The wind stress (e.g., Fig. 8) and SST patterns (Fig. 2 and Fig. 5) could certainly correspond to plausible errors in the initial conditions for a coupled atmosphere–ocean model forecast if they were obtained from standard analyses of global observations. In practice, with limited observational data such errors are often strongly determined by the ability of the atmospheric model used in the analysis to simulate the strength of the divergent circulations over the Pacific basin, this in turn being related to the quality of the physical parameterizations in the atmospheric model. The ubiquitous initial singular vector we have found, which is associated with a weakening in the SST gradient across the Pacific basin, is consistent with an erroneously weak Walker circulation in the atmospheric initial state. On the basis of this argument, an initial state with excessively strong divergent circulations would be equally likely.

Chen et al. (1995) as well as previous versions of the ZC model do not use SST observations in their initialization scheme. Instead they initialize their forecast model using analyzed winds. If these winds are incorrect in the sense discussed above, then their initialization scheme could lead to initial SST errors, which project strongly onto our first singular vector.

In most cases examined the optimally growing pattern is also the only growing pattern. Because the final pattern is similar to the model ENSO, this means that incorrect forecasts of the magnitude, the timing, or even the sign of an ENSO event could be compensated for by small corrections in the SST field at the time of the forecast. If the (measurement) error in SST projects strongly onto the first growing singular vector and is not removed from the initial conditions, large errors in the forecast will result. For example, if the error in the initial SST field had the pattern displayed in Fig. 5a with a maximum amplitude of 0.1°C, it would grow in 6 months to have a rather large error, with maximum amplitude of 0.9°C in SST and a similar pattern to the observed ENSO phenomenon. On the other hand, because the error growth is dominated by only one growing pattern, forecast errors that do not project onto the final pattern cannot be compensated for by small corrections in initial SST alone. Therefore, much of the observed SST variability outside of the equatorial waveguide cannot be better predicted by a better SST initialization using this model.

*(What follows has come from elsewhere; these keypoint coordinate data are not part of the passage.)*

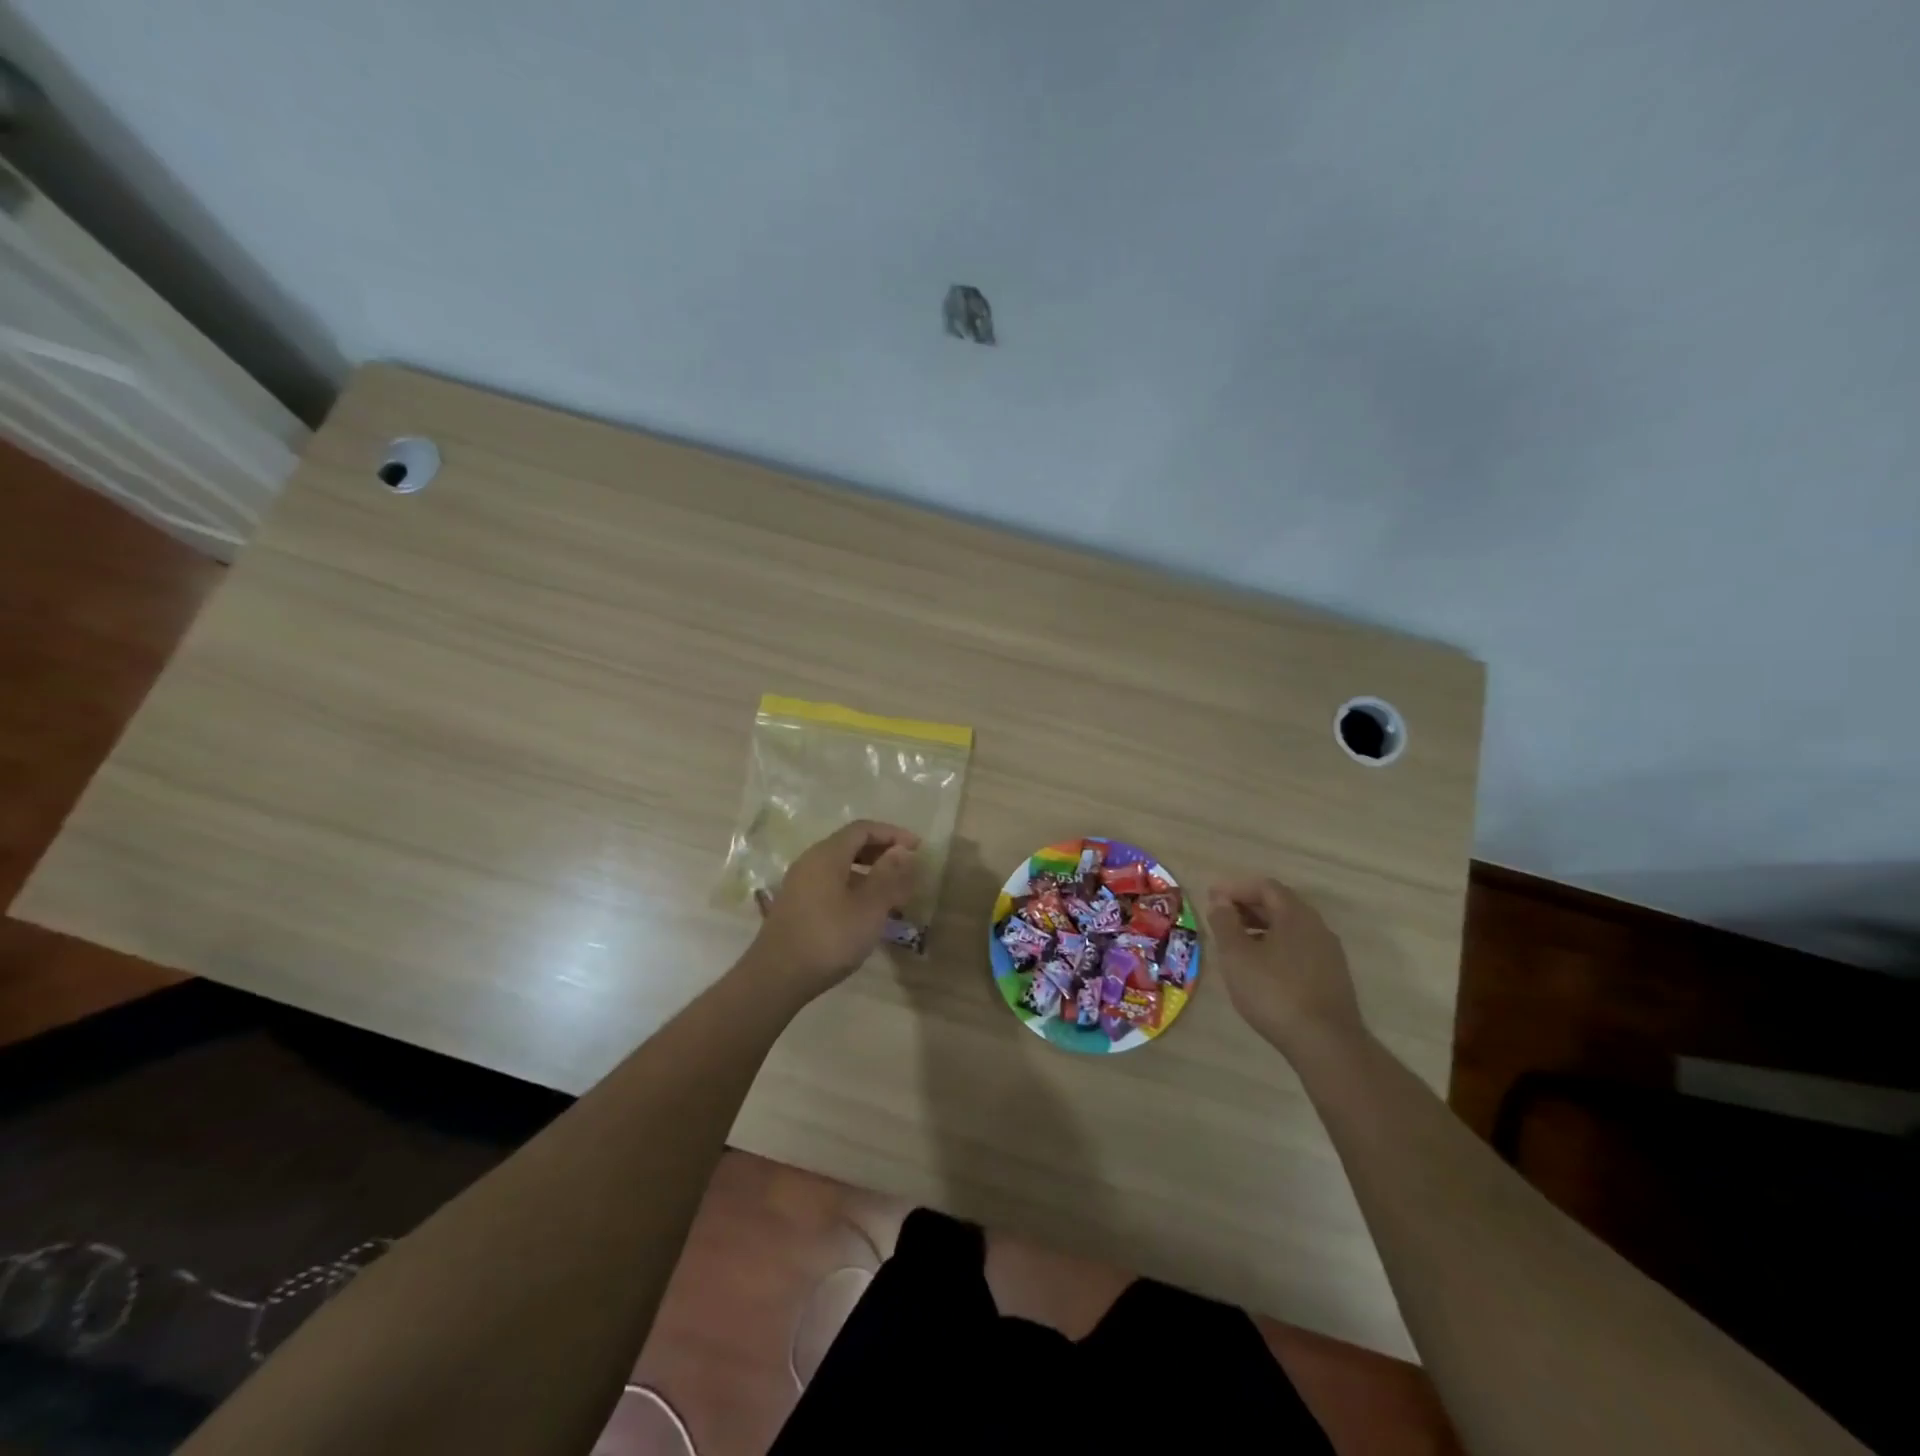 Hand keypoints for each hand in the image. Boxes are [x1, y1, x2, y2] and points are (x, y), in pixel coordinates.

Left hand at [745, 820, 920, 999]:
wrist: (776, 978)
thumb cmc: (829, 938)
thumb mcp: (869, 907)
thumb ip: (888, 875)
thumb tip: (902, 850)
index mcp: (827, 855)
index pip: (863, 829)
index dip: (892, 834)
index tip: (918, 848)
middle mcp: (810, 862)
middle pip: (849, 845)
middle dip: (881, 852)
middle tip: (907, 868)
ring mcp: (799, 884)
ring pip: (840, 866)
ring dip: (868, 873)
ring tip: (892, 894)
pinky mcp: (795, 905)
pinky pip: (830, 884)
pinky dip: (853, 888)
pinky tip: (866, 912)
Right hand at [1205, 877, 1365, 1055]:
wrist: (1326, 1044)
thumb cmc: (1274, 992)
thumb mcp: (1237, 955)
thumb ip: (1225, 923)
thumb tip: (1219, 900)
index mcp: (1296, 915)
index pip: (1265, 887)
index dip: (1236, 888)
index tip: (1212, 898)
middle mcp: (1317, 927)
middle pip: (1280, 905)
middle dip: (1247, 907)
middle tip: (1220, 918)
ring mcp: (1329, 953)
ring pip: (1290, 929)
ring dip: (1261, 928)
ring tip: (1236, 944)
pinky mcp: (1332, 977)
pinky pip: (1299, 949)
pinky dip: (1276, 947)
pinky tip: (1261, 969) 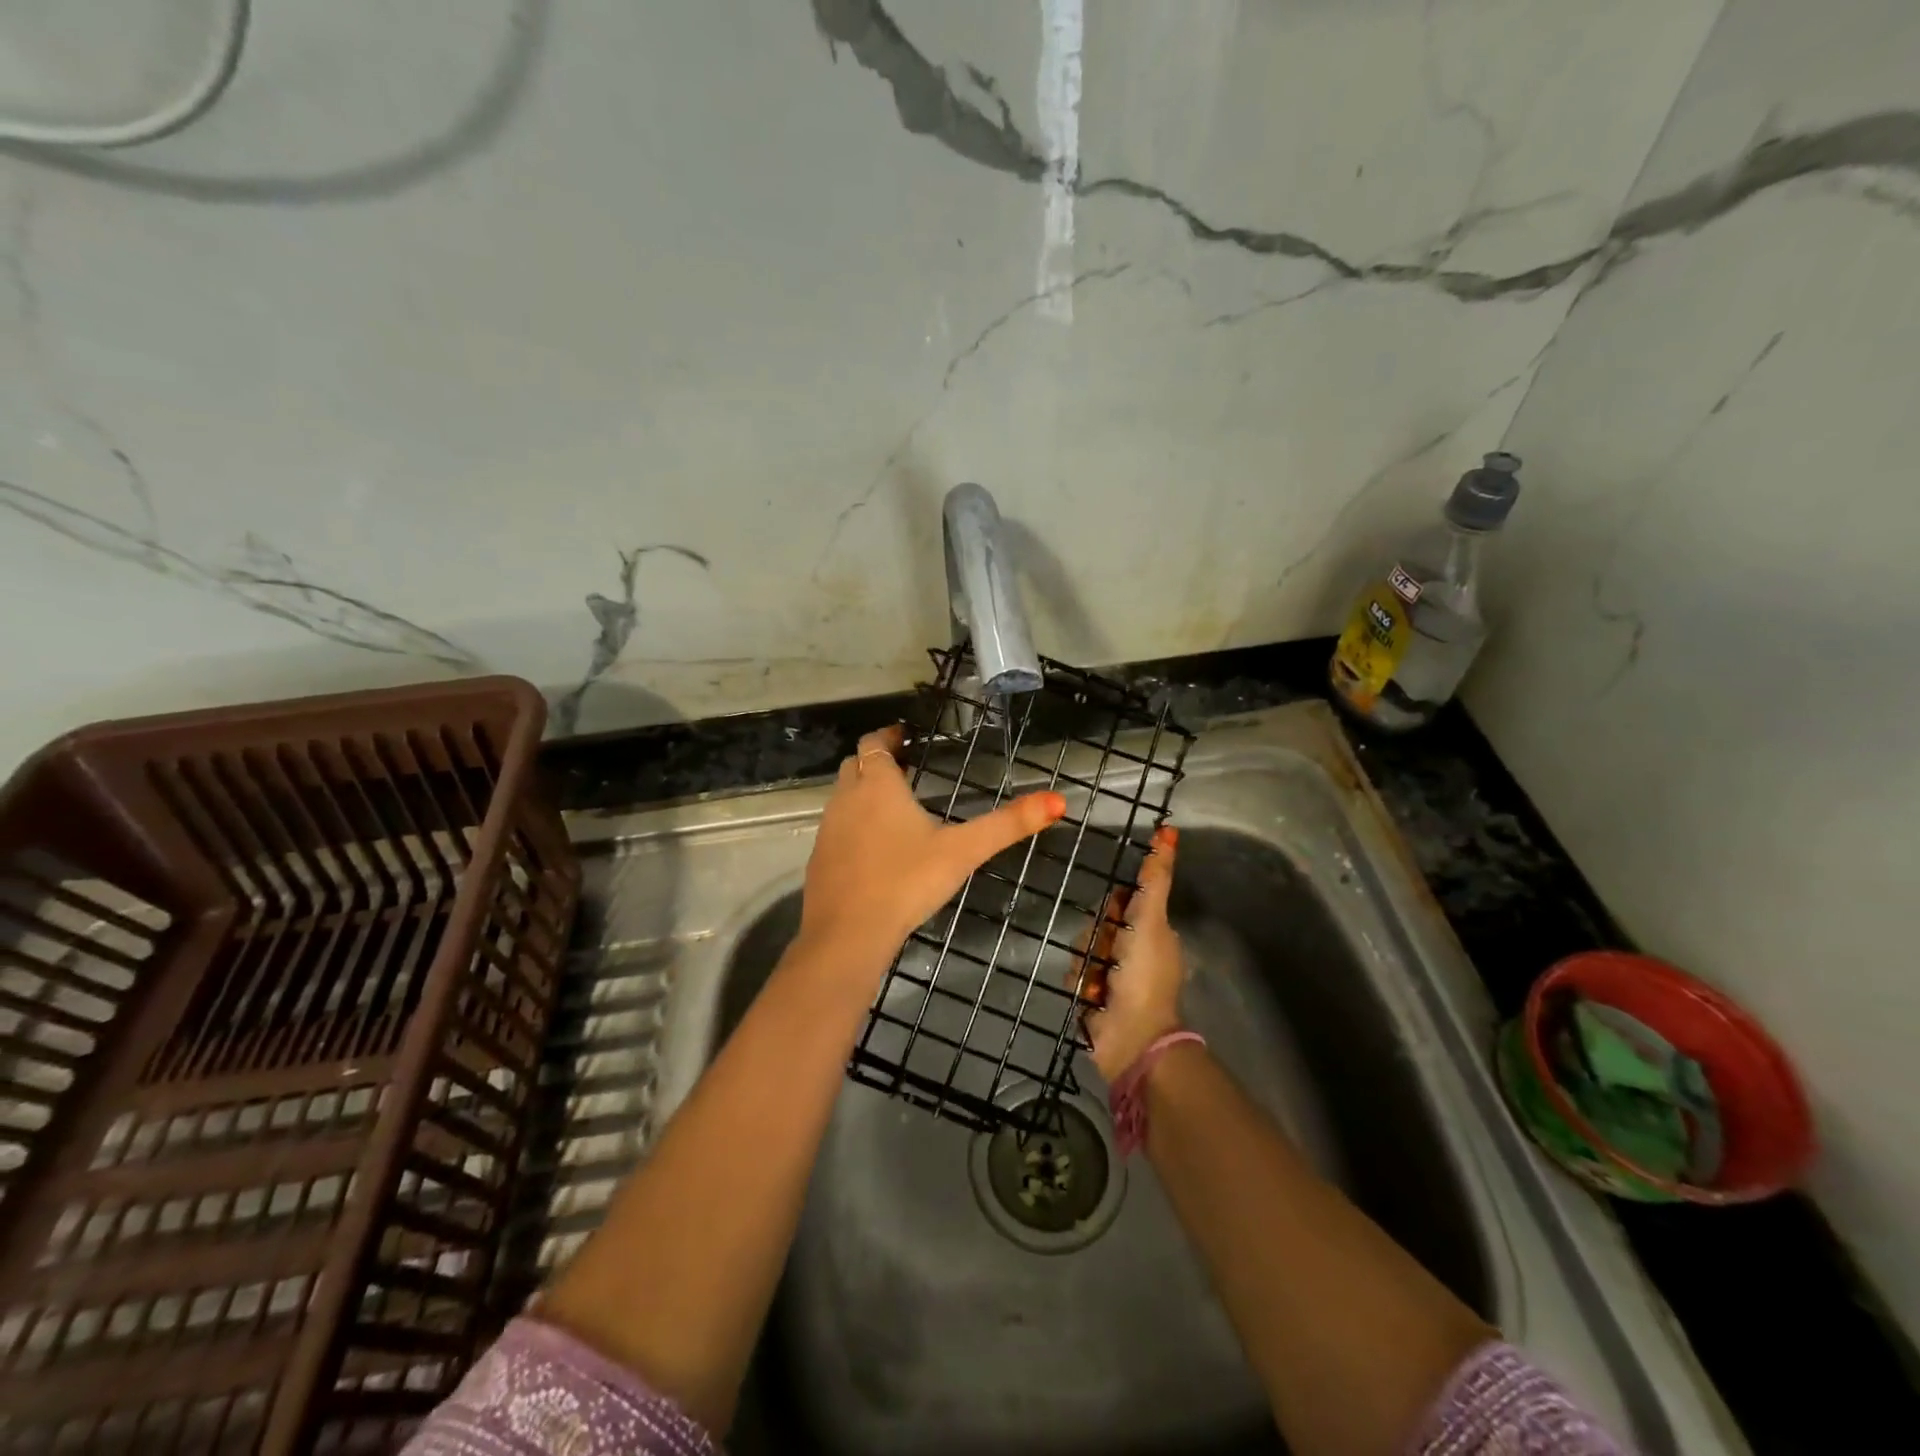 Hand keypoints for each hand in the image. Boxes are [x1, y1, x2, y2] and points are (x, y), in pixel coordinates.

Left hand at [798, 725, 1067, 983]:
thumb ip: (1008, 825)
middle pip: (856, 765)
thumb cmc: (907, 880)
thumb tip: (1058, 801)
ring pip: (843, 796)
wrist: (847, 933)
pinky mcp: (819, 859)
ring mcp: (828, 829)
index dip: (888, 736)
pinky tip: (874, 849)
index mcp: (879, 786)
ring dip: (863, 792)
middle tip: (906, 769)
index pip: (875, 743)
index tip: (906, 737)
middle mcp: (847, 798)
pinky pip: (836, 827)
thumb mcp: (964, 851)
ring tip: (894, 806)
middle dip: (878, 762)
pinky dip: (853, 824)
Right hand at [1079, 825, 1186, 1081]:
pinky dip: (1081, 981)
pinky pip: (1075, 972)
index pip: (1123, 899)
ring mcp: (1113, 973)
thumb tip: (1169, 832)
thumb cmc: (1143, 974)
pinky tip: (1090, 994)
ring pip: (1084, 946)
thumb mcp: (1150, 919)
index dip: (1115, 904)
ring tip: (1099, 979)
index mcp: (1152, 931)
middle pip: (1098, 922)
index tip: (1113, 914)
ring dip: (1087, 961)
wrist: (1130, 1036)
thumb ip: (1154, 878)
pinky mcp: (1093, 993)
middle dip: (1097, 936)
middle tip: (1108, 952)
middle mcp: (1133, 948)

Finally, we note that Moore and Kleeman (1996; hereafter MK) have calculated the optimal growth patterns and rates for a coupled atmosphere–ocean of the tropical Pacific and find somewhat different results from what we have presented for the Battisti (1988) model. One important difference between these two studies is in the choice of variables that are initially perturbed and how the growth is measured. We have chosen to optimize the amplitude of the final state SST perturbation due to perturbation (uncertainty) in the SST field at the beginning of the integration. In contrast, MK optimize the total perturbation energy in the coupled system due to an initial perturbation in the total perturbation energy. MK find that the initial SST perturbations that make up part of their optimal perturbation energy is characterized by very small zonal scales, which quickly damp to reveal the large-scale structure. In addition, a large portion of the optimal error growth in the MK model is mainly attributed to perturbations in the ocean dynamics and less so to the accompanying SST perturbations.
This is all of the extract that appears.